Each year, employers with more than 50 employees that offer health benefits must offer an "open enrollment" period when employees can opt in or out of plans, or make changes to their health benefits. Most small employers also offer an open enrollment period.

Insurance rates are reassessed during this period, and health plan prices are often altered for the coming benefit year.

Typically, the open enrollment period is the only period of time during the year when:

  • Changes can be made to an enrollee's coverage
  • An eligible individual can enroll

The exception to this rule is when the enrollee or eligible individual experiences a qualifying event.

For employer-sponsored plans, open enrollment is also the only time that coverage can be dropped without a qualifying event. But coverage purchased in the individual/family market (on-exchange or off-exchange) can be dropped at any time, without the need for a qualifying event.

When Is the Open Enrollment Period?

If you get your health benefits through your job, your annual open enrollment period may last for only a week or two, and typically isn't more than a month long. There are no rules in terms of how long an employer's open enrollment period has to be.

Employers often schedule their open enrollment period in the fall, with the new plan year starting on January 1. However, employers have flexibility in terms of scheduling open enrollment and their plan year, so it doesn't have to correspond with the calendar year.

In other words, your employer's plan year might run from July through June, with open enrollment in the spring and your enrollment, disenrollment, or plan changes effective July 1.

Your company should notify you about the open enrollment period.

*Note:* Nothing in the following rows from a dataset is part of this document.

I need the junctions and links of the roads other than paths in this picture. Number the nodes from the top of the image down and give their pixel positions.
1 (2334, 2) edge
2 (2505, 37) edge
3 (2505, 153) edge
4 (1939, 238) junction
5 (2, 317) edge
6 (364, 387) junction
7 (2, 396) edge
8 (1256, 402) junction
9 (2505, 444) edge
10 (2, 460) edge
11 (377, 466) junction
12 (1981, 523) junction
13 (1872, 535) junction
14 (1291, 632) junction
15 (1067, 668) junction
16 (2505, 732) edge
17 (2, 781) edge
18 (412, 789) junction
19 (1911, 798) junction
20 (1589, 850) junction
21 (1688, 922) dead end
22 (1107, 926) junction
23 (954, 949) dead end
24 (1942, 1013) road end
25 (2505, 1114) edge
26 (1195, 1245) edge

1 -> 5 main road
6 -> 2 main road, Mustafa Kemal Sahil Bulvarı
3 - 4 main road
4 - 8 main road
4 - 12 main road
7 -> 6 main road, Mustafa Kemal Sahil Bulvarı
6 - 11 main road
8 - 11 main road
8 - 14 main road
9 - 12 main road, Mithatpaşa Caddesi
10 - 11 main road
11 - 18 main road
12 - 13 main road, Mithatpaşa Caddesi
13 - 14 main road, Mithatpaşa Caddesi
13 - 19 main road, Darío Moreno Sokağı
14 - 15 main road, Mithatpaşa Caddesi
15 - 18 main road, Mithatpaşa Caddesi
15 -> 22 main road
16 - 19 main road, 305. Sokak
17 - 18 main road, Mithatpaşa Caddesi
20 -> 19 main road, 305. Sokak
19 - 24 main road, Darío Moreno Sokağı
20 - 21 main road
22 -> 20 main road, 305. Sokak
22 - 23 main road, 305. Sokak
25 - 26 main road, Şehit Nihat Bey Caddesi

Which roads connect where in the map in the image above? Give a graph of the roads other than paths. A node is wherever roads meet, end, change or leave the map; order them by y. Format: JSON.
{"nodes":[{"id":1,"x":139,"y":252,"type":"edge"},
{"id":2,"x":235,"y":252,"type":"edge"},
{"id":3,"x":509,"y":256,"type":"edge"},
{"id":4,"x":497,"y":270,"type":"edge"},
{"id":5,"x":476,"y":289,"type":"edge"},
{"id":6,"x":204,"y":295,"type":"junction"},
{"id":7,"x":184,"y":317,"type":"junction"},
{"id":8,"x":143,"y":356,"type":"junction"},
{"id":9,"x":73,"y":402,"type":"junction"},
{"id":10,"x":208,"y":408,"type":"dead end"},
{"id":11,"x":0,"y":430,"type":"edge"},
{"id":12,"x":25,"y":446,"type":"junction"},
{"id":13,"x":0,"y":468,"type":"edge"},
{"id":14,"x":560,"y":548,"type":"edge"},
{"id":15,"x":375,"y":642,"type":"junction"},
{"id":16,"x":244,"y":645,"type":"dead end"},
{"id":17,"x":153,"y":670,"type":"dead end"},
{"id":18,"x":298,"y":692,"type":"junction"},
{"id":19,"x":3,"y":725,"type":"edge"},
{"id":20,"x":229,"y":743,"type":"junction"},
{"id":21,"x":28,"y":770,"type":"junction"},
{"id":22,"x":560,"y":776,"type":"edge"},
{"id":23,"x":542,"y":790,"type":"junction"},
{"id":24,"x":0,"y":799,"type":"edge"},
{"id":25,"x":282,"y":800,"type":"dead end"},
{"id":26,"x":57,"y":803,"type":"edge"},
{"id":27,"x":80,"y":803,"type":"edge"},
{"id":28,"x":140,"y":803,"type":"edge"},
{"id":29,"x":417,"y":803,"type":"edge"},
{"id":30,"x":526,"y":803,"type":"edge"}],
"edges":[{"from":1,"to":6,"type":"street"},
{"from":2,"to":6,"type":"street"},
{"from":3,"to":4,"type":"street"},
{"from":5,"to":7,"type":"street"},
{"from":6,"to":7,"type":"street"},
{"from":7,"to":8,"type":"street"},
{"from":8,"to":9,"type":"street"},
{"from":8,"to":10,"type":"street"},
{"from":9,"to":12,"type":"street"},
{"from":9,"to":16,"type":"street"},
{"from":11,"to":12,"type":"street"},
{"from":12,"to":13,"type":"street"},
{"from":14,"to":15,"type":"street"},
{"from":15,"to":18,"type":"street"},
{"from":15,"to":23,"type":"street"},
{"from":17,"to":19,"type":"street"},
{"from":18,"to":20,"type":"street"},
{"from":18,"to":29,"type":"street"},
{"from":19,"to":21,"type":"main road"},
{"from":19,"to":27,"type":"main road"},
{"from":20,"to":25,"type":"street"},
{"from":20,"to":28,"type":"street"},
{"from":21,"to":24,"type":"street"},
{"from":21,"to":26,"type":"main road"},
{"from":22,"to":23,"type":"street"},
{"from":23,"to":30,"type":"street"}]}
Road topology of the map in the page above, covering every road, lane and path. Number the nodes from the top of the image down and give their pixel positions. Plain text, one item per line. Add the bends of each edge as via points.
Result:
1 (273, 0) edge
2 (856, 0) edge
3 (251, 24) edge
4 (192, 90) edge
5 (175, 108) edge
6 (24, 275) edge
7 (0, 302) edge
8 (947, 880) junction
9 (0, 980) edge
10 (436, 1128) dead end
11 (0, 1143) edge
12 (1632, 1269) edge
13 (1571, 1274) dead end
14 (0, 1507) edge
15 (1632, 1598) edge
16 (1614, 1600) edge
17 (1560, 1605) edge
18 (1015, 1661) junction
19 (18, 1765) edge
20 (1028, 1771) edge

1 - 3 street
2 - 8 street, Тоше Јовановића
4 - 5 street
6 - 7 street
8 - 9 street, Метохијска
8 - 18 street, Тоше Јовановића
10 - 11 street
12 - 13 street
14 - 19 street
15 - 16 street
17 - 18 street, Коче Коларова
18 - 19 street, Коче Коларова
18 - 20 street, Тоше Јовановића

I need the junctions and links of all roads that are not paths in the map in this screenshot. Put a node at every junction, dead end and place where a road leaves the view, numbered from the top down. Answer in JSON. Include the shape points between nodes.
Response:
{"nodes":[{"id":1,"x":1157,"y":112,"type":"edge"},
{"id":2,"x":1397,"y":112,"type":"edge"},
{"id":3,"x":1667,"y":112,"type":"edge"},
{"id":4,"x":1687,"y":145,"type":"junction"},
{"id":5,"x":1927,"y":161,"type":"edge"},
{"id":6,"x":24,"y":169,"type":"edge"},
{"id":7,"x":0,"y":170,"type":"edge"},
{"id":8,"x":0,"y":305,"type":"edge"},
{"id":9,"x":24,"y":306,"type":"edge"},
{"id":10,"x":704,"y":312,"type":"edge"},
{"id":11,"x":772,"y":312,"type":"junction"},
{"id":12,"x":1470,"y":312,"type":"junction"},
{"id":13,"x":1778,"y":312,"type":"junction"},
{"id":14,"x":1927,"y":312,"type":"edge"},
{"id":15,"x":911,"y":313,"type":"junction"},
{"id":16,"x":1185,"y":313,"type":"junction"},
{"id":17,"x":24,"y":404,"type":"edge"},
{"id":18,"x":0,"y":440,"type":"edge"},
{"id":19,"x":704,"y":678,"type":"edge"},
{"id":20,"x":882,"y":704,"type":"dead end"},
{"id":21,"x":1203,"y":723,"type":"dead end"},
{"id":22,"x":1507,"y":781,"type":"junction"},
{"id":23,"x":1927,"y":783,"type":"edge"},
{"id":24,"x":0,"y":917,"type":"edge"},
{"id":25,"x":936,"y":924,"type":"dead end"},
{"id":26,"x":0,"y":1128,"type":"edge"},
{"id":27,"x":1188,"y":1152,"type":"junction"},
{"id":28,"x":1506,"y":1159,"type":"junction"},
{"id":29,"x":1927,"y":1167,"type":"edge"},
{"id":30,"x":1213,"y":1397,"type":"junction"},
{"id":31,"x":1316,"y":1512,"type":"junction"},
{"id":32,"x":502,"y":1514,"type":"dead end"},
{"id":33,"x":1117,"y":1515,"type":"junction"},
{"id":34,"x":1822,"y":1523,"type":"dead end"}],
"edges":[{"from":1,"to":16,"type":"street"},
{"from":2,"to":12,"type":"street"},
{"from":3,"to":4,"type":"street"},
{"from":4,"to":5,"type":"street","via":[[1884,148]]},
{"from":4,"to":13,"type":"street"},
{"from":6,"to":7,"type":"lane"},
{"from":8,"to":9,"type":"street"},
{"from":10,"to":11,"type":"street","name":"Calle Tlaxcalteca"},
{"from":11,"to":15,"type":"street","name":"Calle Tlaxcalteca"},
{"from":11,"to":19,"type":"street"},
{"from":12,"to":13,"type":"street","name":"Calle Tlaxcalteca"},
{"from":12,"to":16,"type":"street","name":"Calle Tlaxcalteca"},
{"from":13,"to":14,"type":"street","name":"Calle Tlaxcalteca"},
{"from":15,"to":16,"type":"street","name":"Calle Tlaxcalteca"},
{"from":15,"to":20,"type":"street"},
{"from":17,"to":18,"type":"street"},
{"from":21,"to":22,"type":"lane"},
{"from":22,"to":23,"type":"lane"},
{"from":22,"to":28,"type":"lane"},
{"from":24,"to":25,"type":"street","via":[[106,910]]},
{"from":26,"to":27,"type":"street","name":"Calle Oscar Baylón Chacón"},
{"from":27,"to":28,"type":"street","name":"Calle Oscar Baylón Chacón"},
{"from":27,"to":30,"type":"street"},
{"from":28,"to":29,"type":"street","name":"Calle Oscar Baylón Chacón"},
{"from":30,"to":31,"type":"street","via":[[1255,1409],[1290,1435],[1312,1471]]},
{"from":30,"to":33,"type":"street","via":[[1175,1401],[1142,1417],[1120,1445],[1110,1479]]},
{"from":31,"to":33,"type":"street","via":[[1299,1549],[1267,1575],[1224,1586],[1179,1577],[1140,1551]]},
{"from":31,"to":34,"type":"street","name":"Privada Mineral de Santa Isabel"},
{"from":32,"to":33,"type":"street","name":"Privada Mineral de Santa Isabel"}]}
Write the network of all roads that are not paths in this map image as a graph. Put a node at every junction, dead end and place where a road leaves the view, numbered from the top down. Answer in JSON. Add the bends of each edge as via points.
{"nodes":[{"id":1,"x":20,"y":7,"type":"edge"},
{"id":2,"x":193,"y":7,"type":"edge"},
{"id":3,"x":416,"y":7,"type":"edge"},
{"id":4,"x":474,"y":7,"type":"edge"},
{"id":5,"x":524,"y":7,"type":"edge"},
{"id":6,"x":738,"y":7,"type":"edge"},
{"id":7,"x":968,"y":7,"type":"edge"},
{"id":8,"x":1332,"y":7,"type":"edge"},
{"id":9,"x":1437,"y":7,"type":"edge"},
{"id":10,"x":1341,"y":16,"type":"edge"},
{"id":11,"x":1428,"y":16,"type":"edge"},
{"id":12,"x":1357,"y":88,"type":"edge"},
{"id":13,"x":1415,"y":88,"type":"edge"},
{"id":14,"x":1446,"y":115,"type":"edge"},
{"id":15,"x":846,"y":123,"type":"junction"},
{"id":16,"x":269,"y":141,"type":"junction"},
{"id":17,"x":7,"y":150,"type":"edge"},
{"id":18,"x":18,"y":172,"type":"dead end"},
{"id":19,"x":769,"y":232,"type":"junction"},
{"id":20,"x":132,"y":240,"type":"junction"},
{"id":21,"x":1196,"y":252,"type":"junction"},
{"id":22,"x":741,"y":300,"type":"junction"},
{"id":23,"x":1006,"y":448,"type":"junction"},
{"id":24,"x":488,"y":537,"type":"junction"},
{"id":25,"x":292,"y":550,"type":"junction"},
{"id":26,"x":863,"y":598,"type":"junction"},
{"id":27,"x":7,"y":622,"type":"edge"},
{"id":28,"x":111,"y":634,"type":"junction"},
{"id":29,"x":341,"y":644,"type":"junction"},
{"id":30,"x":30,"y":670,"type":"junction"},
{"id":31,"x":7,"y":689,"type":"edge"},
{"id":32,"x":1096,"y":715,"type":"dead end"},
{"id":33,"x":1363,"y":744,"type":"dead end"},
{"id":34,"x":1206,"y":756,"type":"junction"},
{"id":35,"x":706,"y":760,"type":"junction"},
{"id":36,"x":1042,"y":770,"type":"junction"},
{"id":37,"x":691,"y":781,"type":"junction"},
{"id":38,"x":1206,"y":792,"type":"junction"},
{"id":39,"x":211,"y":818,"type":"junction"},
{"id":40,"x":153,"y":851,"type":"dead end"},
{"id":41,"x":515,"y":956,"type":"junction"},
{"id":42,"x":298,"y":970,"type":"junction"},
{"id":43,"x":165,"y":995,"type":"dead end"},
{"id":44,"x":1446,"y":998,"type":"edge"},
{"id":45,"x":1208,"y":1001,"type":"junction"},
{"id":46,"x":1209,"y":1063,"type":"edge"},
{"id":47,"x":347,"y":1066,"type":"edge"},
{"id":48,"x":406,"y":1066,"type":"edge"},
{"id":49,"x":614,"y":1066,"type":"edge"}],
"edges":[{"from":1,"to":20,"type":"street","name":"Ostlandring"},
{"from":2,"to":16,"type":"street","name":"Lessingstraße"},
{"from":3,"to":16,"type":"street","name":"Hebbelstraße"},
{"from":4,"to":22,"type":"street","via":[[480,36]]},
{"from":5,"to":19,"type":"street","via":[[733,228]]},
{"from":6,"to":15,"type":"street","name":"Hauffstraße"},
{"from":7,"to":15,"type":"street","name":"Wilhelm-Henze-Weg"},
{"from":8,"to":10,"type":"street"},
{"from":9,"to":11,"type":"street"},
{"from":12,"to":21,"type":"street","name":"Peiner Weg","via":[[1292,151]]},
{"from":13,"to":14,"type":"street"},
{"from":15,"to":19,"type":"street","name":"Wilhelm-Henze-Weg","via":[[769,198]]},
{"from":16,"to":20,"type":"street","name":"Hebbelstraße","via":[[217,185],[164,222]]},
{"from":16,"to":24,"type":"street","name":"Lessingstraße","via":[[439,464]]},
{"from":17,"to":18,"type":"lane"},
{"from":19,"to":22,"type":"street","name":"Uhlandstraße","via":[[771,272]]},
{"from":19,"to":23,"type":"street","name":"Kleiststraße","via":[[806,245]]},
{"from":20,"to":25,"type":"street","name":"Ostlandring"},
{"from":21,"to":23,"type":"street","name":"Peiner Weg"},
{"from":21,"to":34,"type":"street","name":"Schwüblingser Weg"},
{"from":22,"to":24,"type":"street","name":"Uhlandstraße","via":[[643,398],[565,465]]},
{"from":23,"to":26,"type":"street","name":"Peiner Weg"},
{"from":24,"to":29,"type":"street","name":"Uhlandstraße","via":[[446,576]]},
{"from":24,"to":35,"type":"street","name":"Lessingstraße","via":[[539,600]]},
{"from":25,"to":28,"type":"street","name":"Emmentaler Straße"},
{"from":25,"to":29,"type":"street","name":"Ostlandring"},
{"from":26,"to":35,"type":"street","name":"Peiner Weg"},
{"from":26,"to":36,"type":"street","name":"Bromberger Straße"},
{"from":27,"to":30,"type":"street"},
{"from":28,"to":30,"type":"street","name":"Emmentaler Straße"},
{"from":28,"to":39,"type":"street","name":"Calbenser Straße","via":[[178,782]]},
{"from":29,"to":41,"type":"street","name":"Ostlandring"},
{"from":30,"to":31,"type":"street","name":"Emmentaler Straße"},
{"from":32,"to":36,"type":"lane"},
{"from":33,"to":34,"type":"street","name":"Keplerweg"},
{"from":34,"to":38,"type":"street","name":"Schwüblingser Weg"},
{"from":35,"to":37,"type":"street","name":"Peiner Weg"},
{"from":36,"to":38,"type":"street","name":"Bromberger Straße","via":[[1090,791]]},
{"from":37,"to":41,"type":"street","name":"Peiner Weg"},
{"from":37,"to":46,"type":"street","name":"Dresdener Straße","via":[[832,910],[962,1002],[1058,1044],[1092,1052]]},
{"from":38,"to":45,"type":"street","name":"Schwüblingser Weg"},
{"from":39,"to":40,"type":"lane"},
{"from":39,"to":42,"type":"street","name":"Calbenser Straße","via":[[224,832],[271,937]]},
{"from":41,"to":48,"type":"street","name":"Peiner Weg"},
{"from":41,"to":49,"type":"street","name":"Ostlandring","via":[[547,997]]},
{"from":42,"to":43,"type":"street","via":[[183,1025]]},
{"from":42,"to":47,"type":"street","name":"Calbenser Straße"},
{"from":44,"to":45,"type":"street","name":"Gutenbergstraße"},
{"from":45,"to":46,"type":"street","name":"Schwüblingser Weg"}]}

Contact your Human Resources department if you are unsure or need further information about your company’s healthcare plans and policies.

If you buy your own health insurance and have an ACA-compliant plan, you are also subject to open enrollment, as coverage is only available for purchase during that time (or during a special enrollment period if you have a qualifying event later in the year).

Open enrollment does not apply to things like a short-term health insurance policy or a limited benefit plan.

The open enrollment window for ACA-compliant plans in most states now runs from November 1 to January 15, with coverage effective in January or February, depending on the date of enrollment. But there are some state-run exchanges that have different—in most cases, longer—enrollment windows.

As of 2024, Washington, DC, and 18 states run their own exchange platforms (this is expected to grow to 19 states by 2025, with Georgia planning to switch to a state-run platform in the fall of 2024).

States that run their own exchange platforms have the option to set their own open enrollment deadlines, and several have opted to extend open enrollment to the end of January or even later.

Prior to the 2022 plan year, state-run exchanges could have open enrollment periods that were longer than the window established by the federal government, but not shorter. But when the federal government issued regulations in the summer of 2021 to extend open enrollment through January 15 (it had previously ended December 15), they noted that state-run exchanges would be allowed to have a shorter window as long as their deadline wasn't earlier than December 15.

Idaho's state-run exchange has opted for a December 15 deadline, although the other 18 state-run exchanges all chose to either align with the federal government's deadline (January 15) or use a later deadline.

For 2025 and future years, the federal government has proposed a rule change that would require all state-run exchanges to begin open enrollment on November 1 and continue it through at least January 15.

Before 2014, there was no such thing as open enrollment for individual health insurance, but insurers in most states could reject applications from people with pre-existing conditions, or charge them higher premiums. Coverage is now guaranteed, regardless of medical history, but enrollment is limited to open enrollment or special enrollment periods.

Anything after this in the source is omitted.